Change in Control” shall mean (i) a merger or consolidation or the sale, or exchange by the stockholders of the Company of all or substantially all of the capital stock of the Company, where the stockholders of the Company immediately before such transaction do not obtain or retain, directly or indirectly, at least a majority of the beneficial interest in the voting stock or other voting equity of the surviving or acquiring corporation or other surviving or acquiring entity, in substantially the same proportion as before such transaction, or (ii) the sale or exchange of all or substantially all of the Company’s assets (other than a sale or transfer to a subsidiary of the Company as defined in Section 424(f) of the Internal Revenue Code of 1986, as amended) where the stockholders of the Company immediately before such sale or exchange do not obtain or retain, directly or indirectly, at least a majority of the beneficial interest in the voting stock or other voting equity of the corporation or other entity acquiring the Company’s assets, in substantially the same proportion as before such transaction

1.7 Application of Section 409A.

1.7.1 All references in this Agreement, however phrased, to the termination of Executive shall mean, and be deemed to occur where there has been, a “separation from service” within the meaning of the Section 409A Regulations under the Internal Revenue Code with respect to payment of amounts that are deemed deferred compensation subject to the Section 409A Regulations.

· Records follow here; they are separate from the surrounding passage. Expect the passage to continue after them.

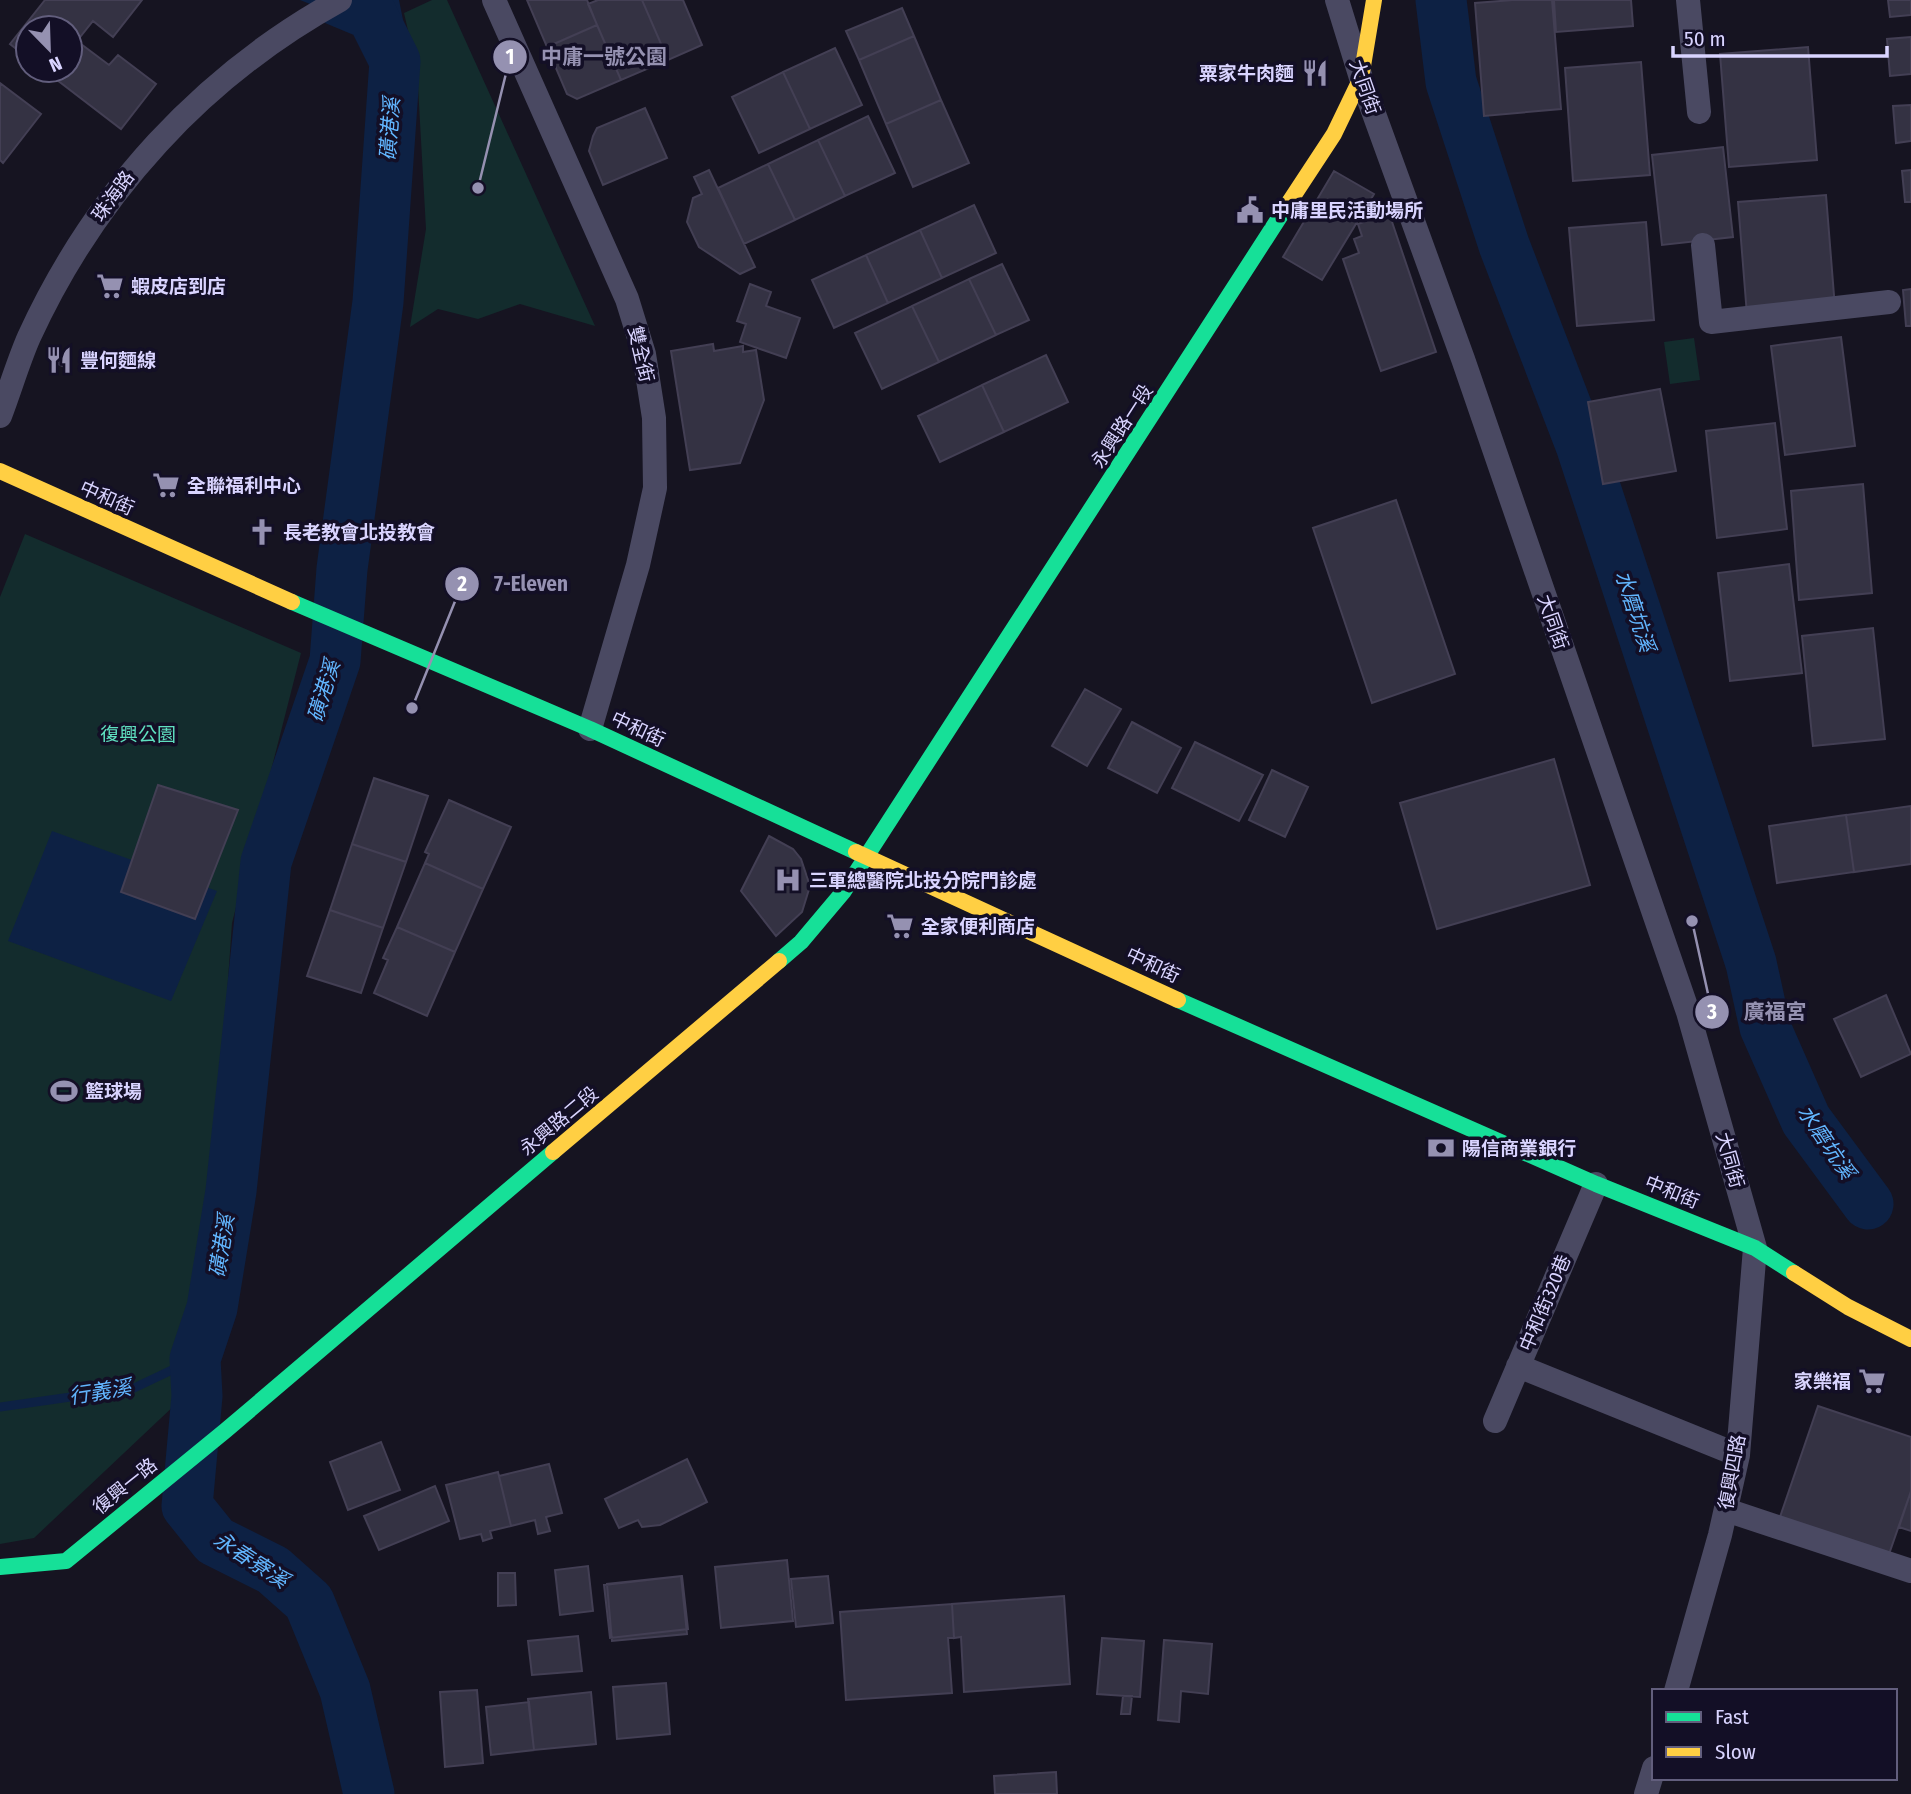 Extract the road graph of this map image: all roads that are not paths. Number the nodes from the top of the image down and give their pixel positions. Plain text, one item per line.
1 (340, 0) edge
2 (494, 0) edge
3 (1337, 0) edge
4 (1374, 0) edge
5 (1688, 0) edge
6 (1361, 78) junction
7 (1699, 112) dead end
8 (1703, 245) dead end
9 (1889, 302) dead end
10 (0, 416) edge
11 (0, 471) edge
12 (590, 729) junction
13 (866, 857) junction
14 (1596, 1184) junction
15 (1755, 1248) junction
16 (1911, 1339) edge
17 (1518, 1366) junction
18 (261, 1400) joint
19 (1495, 1421) dead end
20 (1738, 1455) junction
21 (1726, 1510) junction
22 (0, 1567) edge
23 (1911, 1571) edge
24 (1677, 1689) edge
25 (1652, 1774) edge
26 (1646, 1794) edge

1 - 10 street, 珠海路
2 - 12 street, 雙全街
3 - 6 street, 大同街
4 - 6 street, 永興路一段
5 - 7 street
6 - 13 street, 永興路一段
6 - 15 street, 大同街
8 - 9 street
11 - 12 street, 中和街
12 - 13 street, 中和街
13 - 14 street, 中和街
13 - 18 street, 永興路二段
14 - 15 street, 中和街
14 - 17 street, 中和街320巷
15 - 16 street, 中和街
15 - 20 street, 復興四路
17 - 19 street, 中和街320巷
17 - 20 street
18 - 22 street, 復興一路
20 - 21 street, 復興四路
21 - 23 street
21 - 24 street, 復興四路
25 - 26 street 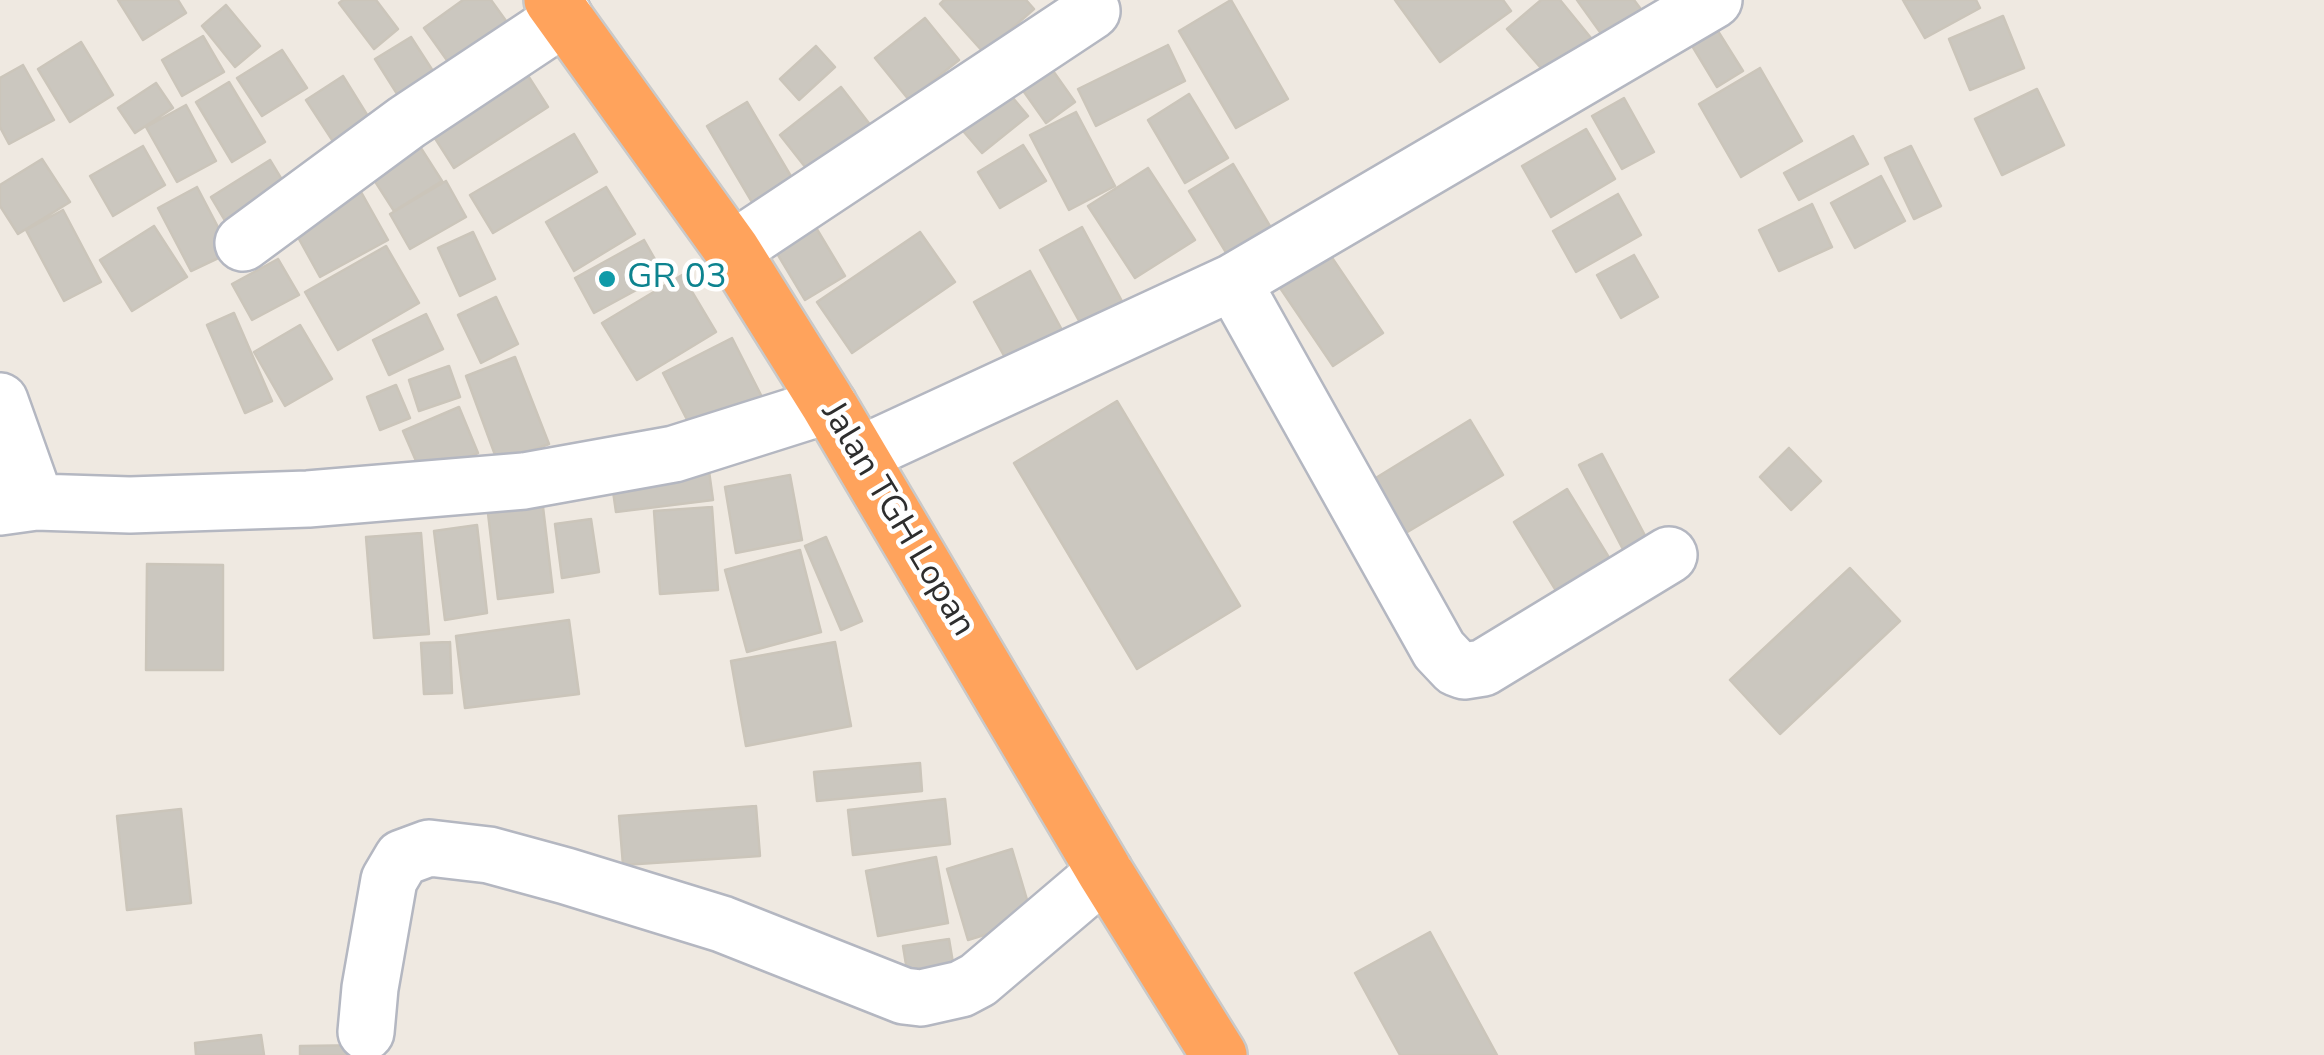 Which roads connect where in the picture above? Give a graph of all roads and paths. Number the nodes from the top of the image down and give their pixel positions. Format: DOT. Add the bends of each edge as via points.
graph roads {
  1 [pos="1714,0"];
  2 [pos="558,9"];
  3 [pos="1092,10"];
  4 [pos="243,243"];
  5 [pos="732,250"];
  6 [pos="1233,282"];
  7 [pos="0,401"];
  8 [pos="830,404"];
  9 [pos="858,455"];
  10 [pos="18,504"];
  11 [pos="1669,555"];
  12 [pos="1104,872"];
  13 [pos="366,1032"];
  14 [pos="1219,1055"];
  1 -- 6 [label="street"];
  2 -- 4 [label="street"];
  2 -- 5 [label="highway, Jalan TGH Lopan"];
  3 -- 5 [label="street"];
  5 -- 8 [label="highway, Jalan TGH Lopan"];
  6 -- 9 [label="street"];
  6 -- 11 [label="street" via="1439,650 1456,668 1484,668"];
  7 -- 10 [label="street"];
  8 -- 9 [label="highway, Jalan TGH Lopan"];
  8 -- 10 [label="street" via="674,454 524,481 308,499"];
  9 -- 12 [label="highway, Jalan TGH Lopan"];
  12 -- 13 [label="street" via="978,980 922,998 584,881 489,854 429,848 402,858 390,880"];
  12 -- 14 [label="highway, Jalan TGH Lopan"];
} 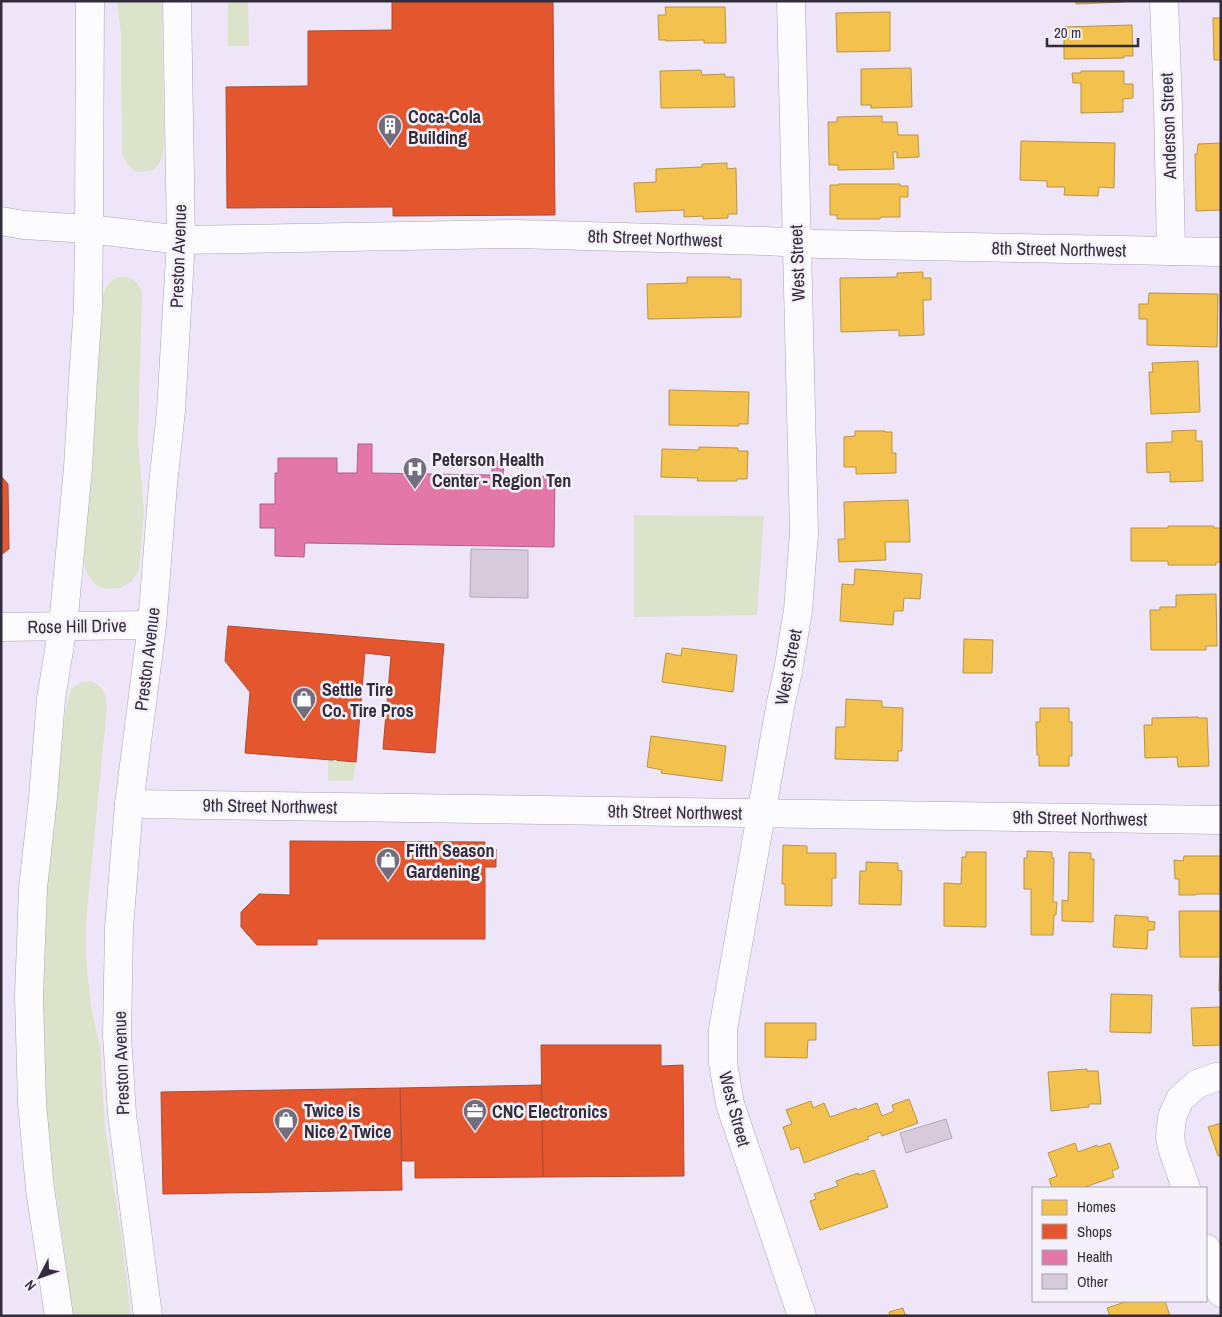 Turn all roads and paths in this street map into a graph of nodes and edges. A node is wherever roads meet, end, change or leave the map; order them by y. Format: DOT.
graph roads {
  1 [pos="90,1"];
  2 [pos="176,1"];
  3 [pos="791,1"];
  4 [pos="1164,1"];
  5 [pos="1,221"];
  6 [pos="89,229"];
  7 [pos="181,240"];
  8 [pos="796,243"];
  9 [pos="1171,252"];
  10 [pos="1221,252"];
  11 [pos="152,625"];
  12 [pos="63,626"];
  13 [pos="1,627"];
  14 [pos="335,760"];
  15 [pos="334,786"];
  16 [pos="129,804"];
  17 [pos="761,813"];
  18 [pos="1221,820"];
  19 [pos="1221,1077"];
  20 [pos="1186,1187"];
  21 [pos="1207,1251"];
  22 [pos="1221,1293"];
  23 [pos="59,1316"];
  24 [pos="148,1316"];
  25 [pos="802,1316"];
  1 -- 6 [label="street"];
  2 -- 7 [label="street, Preston Avenue"];
  3 -- 8 [label="street, West Street"];
  4 -- 9 [label="street, Anderson Street"];
  5 -- 6 [label="street, 8th Street Northwest"];
  6 -- 7 [label="street, 8th Street Northwest"];
  6 -- 12 [label="street"];
  7 -- 8 [label="street, 8th Street Northwest"];
  7 -- 11 [label="street, Preston Avenue"];
  8 -- 9 [label="street, 8th Street Northwest"];
  8 -- 17 [label="street, West Street"];
  9 -- 10 [label="street, 8th Street Northwest"];
  11 -- 12 [label="street, Rose Hill Drive"];
  11 -- 16 [label="street, Preston Avenue"];
  12 -- 13 [label="street, Rose Hill Drive"];
  12 -- 23 [label="street"];
  14 -- 15 [label="path"];
  16 -- 17 [label="street, 9th Street Northwest"];
  16 -- 24 [label="street, Preston Avenue"];
  17 -- 18 [label="street, 9th Street Northwest"];
  17 -- 25 [label="street, West Street"];
  19 -- 20 [label="street"];
  21 -- 22 [label="street"];
}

Furthermore, to the extent that Executive is a “specified employee” within the meaning of the Section 409A Regulations as of the date of Executive’s separation from service, no amount that constitutes a deferral of compensation which is payable on account of Executive’s separation from service shall be paid to Executive before the date (the “Delayed Payment Date”) which is the first day of the seventh month after the date of Executive’s separation from service or, if earlier, the date of Executive’s death following such separation from service, and all such amounts that would, but for this sentence, become payable prior to the Delayed Payment Date will be accumulated and paid on the Delayed Payment Date.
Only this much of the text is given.